- _ACTIVITY_: Please copy out every line in the entries that includes the word "兴丰大街".

- _DATASET RECORDS_:
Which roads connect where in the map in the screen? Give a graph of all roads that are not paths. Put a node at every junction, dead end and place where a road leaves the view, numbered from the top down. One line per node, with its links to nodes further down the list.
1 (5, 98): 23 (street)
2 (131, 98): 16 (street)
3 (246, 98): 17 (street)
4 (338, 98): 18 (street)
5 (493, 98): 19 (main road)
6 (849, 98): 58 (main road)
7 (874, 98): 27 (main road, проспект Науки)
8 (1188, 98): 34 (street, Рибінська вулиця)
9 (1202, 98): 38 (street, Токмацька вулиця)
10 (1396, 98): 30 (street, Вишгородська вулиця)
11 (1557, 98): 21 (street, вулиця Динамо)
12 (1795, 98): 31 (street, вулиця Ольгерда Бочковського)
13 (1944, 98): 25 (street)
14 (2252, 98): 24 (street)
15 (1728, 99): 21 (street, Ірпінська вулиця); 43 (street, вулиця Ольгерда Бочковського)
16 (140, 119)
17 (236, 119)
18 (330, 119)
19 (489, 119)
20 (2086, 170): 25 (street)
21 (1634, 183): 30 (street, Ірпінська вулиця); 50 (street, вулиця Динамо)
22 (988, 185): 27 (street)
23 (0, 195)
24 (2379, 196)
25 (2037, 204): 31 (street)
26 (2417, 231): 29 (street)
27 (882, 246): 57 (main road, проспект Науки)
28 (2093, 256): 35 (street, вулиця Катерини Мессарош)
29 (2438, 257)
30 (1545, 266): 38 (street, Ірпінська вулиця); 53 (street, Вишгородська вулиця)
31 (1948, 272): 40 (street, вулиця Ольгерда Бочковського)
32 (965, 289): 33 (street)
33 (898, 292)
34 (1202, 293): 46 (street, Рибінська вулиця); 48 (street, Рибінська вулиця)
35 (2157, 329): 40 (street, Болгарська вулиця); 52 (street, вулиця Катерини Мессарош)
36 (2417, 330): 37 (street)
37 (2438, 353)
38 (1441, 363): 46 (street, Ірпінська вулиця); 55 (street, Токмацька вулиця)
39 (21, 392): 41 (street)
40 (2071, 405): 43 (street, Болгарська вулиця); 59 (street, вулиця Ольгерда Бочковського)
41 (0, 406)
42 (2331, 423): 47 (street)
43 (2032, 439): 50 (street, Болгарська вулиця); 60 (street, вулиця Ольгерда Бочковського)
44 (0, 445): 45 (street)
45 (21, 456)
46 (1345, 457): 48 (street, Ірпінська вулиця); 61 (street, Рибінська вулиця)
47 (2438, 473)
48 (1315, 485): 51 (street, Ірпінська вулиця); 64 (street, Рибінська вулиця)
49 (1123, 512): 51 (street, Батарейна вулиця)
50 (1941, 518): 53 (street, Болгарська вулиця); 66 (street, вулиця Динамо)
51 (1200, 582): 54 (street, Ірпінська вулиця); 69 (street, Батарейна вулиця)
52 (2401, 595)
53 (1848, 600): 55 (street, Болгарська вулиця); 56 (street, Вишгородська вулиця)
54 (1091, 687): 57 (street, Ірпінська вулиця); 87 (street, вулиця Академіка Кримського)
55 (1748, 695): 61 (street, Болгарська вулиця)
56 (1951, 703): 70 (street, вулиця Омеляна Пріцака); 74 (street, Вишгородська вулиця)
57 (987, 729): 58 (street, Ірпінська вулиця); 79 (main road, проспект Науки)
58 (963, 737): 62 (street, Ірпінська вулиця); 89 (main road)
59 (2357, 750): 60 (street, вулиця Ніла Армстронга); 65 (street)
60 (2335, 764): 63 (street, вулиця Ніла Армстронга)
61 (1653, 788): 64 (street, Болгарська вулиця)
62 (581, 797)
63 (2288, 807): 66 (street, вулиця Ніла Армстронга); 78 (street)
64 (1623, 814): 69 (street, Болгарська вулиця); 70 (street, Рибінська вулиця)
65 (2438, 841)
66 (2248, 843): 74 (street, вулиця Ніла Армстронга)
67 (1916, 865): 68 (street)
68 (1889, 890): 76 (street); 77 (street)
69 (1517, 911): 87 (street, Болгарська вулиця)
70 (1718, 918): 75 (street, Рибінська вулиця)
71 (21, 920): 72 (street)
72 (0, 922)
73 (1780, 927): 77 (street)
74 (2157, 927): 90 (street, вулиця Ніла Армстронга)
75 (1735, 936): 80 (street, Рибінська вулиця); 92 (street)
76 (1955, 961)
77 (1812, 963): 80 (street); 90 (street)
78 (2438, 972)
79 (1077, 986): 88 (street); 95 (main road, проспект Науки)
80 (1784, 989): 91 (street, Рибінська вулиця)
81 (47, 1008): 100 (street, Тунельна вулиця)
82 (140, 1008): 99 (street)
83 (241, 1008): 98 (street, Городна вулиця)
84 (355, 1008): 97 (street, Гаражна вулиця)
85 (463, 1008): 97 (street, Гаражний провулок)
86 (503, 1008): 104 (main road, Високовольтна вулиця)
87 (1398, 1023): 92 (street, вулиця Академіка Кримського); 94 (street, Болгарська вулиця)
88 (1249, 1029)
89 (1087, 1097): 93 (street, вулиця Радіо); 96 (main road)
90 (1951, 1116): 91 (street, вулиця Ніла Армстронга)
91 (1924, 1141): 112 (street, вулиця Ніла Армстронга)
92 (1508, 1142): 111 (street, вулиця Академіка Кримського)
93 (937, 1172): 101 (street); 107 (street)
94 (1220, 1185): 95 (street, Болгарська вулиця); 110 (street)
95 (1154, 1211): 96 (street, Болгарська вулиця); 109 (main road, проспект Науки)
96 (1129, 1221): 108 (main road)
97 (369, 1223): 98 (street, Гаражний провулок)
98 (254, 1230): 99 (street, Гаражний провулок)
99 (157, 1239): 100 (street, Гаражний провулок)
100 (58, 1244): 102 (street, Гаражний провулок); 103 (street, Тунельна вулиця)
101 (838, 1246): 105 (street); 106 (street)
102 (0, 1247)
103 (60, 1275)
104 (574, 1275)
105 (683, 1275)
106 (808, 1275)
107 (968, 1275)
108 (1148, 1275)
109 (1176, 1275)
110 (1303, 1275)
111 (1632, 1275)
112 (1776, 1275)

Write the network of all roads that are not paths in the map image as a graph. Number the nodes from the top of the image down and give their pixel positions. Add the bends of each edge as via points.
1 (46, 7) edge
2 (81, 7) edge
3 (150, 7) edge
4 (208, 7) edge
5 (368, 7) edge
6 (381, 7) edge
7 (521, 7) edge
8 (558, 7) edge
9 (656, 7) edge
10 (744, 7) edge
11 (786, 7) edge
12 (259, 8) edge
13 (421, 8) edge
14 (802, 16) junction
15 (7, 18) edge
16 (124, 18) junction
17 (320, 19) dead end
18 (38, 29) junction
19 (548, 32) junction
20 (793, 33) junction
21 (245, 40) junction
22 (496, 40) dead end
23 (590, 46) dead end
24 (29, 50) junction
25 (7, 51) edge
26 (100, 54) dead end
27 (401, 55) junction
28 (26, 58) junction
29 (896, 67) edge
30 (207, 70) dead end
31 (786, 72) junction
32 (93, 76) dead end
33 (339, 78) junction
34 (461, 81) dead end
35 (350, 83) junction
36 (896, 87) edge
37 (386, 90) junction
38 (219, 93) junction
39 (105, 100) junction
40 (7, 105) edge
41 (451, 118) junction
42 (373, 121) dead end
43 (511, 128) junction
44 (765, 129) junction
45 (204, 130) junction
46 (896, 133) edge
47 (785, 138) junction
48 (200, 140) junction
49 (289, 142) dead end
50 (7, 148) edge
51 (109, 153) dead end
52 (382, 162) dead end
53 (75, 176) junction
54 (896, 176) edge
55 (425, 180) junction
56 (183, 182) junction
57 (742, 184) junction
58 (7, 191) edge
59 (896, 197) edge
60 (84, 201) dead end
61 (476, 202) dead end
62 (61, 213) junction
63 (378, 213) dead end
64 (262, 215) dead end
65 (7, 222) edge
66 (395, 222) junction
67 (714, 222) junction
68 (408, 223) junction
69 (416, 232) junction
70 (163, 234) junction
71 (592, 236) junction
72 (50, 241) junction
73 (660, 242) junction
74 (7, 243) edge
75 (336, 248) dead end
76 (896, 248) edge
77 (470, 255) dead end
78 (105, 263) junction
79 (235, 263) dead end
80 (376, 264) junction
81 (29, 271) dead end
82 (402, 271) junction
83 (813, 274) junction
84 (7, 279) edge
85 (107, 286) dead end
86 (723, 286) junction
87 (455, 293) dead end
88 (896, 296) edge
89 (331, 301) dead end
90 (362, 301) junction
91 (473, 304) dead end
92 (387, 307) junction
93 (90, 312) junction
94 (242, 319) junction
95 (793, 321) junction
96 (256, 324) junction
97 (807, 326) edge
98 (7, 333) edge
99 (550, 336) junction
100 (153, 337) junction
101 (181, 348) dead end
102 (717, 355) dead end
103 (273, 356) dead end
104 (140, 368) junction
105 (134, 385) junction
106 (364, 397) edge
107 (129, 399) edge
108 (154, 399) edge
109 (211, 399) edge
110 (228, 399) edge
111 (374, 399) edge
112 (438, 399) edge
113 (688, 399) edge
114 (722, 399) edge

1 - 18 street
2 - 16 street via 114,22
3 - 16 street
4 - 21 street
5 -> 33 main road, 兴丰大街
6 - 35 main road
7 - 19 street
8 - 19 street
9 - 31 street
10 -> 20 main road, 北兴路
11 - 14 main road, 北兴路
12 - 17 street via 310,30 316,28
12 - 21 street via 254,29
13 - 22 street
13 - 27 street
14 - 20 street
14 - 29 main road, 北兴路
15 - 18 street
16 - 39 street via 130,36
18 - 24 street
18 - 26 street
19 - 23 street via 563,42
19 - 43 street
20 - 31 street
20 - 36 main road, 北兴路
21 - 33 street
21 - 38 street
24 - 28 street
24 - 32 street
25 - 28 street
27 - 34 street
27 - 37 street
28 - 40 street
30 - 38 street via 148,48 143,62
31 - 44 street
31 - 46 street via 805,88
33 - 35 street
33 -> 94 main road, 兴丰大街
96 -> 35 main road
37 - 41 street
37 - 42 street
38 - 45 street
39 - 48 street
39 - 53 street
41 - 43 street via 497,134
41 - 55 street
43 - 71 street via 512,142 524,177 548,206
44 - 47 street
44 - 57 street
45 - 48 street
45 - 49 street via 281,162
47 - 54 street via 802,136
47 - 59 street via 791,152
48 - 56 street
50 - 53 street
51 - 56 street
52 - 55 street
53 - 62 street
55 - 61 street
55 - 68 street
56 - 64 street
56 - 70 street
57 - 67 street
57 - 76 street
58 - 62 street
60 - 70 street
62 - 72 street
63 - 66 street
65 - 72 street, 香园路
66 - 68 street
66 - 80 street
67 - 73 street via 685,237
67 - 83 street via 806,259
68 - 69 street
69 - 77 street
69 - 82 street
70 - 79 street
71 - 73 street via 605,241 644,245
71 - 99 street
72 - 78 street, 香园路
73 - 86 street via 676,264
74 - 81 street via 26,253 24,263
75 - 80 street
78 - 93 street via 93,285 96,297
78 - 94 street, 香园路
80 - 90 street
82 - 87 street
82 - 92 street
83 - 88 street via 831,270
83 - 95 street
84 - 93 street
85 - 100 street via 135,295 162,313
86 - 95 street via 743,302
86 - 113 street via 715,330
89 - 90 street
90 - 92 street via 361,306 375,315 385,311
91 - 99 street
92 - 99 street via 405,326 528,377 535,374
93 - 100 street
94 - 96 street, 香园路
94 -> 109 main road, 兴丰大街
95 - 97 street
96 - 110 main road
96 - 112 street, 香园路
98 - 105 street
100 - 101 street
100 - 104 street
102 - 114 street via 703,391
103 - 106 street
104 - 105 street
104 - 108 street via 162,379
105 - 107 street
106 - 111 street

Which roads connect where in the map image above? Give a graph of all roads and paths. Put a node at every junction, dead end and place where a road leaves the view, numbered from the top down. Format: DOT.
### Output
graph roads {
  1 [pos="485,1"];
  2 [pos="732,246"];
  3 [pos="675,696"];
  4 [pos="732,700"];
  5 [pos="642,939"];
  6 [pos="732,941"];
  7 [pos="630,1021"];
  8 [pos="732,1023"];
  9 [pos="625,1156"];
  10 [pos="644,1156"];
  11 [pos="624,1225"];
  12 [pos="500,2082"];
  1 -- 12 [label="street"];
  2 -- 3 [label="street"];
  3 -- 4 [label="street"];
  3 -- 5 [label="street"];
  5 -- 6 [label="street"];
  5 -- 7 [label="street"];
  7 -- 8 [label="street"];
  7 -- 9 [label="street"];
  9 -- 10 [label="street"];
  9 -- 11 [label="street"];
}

- _OUTPUT FOR THIS TASK_:
5 -> 33 main road, 兴丰大街
33 -> 94 main road, 兴丰大街
94 -> 109 main road, 兴丰大街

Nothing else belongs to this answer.